Die Wut wächst. Noch deutlicher wird sie, als Hazal in einem Drogeriemarkt zu Unrecht des Diebstahls beschuldigt wird. "Hier in Deutschland gibt es Regeln. Wenn du vorhast zu bleiben, dann solltest du diese so schnell wie möglich lernen", sagt der Sicherheitsmann und hält dabei ihren deutschen Ausweis in die Höhe. Eine Szene, die bitterer kaum sein könnte.
Auch privat bleibt ihr Anerkennung verwehrt. An ihrem 18. Geburtstag wird sie mit ihren Freundinnen Elma (Jamila Bagdach, M.) und Gül (Asya Utku) am Club abgewiesen. "Heute nur Stammgäste", erklärt der Türsteher. Was für viele eine harmlose Absage wäre, wird für Hazal zum Symbol einer dauerhaften Ablehnung. "Was willst du denn feiern? Dass wir scheiß Opfer sind?", bricht es schließlich aus ihr heraus. Als die drei Freundinnen später an der U-Bahn-Station von einem Mann bedrängt werden, eskaliert die Lage. Hazals Frust und Ohnmacht entladen sich in Gewalt.
Die Flucht nach Istanbul soll ein Neuanfang sein. Dort wartet Mehmet, den sie online kennengelernt hat.

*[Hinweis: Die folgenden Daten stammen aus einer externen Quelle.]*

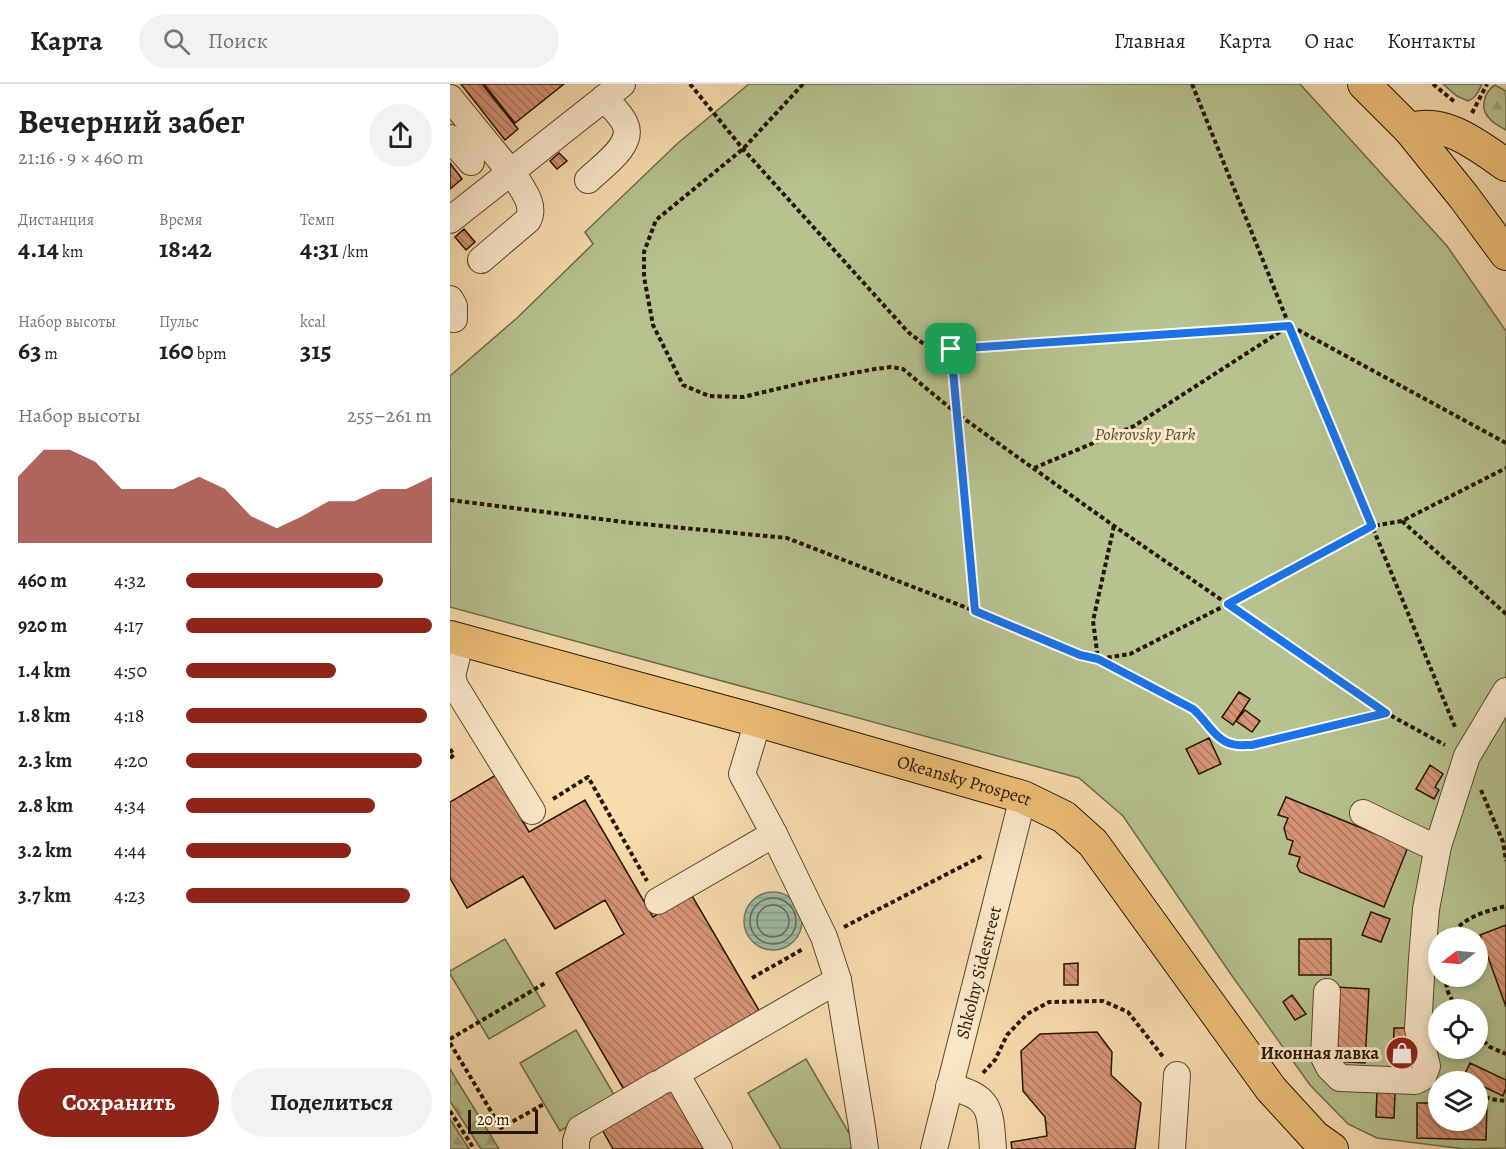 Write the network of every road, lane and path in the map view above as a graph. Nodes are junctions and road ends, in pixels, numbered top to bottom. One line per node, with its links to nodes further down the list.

Doch auch in der Türkei bleibt Hazal eine Fremde. Im Club wird sie zwar eingelassen, doch wirklich ankommen kann sie nicht. Für die einen ist sie die Deutsche, für die anderen die Türkin. In dieser Zwischenwelt verliert sich die Hoffnung auf Zugehörigkeit.
Regisseurin Aslı Özarslan gelingt mit "Ellbogen" ein kompromissloser Blick auf eine Generation, die zwischen den Kulturen gefangen ist und deren Identität oft auf Ablehnung stößt. Der Film zeigt nicht nur Hazals Wut, sondern auch die der Gesellschaft, die sie formt – ein Spiegel von Ausgrenzung und Frustration.
Besonders beeindruckend ist Melia Kara in der Hauptrolle. Ohne Schauspielausbildung, aber mit einer umso wuchtigeren Präsenz, verkörpert sie Hazals Zerrissenheit so intensiv, dass man sich der Figur kaum entziehen kann.
"Ellbogen" ist kein leichter Film. Er stellt Fragen, die wehtun: Wo gehört man hin, wenn man überall fremd ist? Und wie lange lässt sich Zurückweisung aushalten, bevor sie in Wut umschlägt? Fatma Aydemirs Roman hat mit dieser Adaption eine filmische Umsetzung gefunden, die provoziert und zugleich berührt. Am Freitag, 17. Oktober, ist "Ellbogen" bereits in der ZDF-Mediathek zu sehen.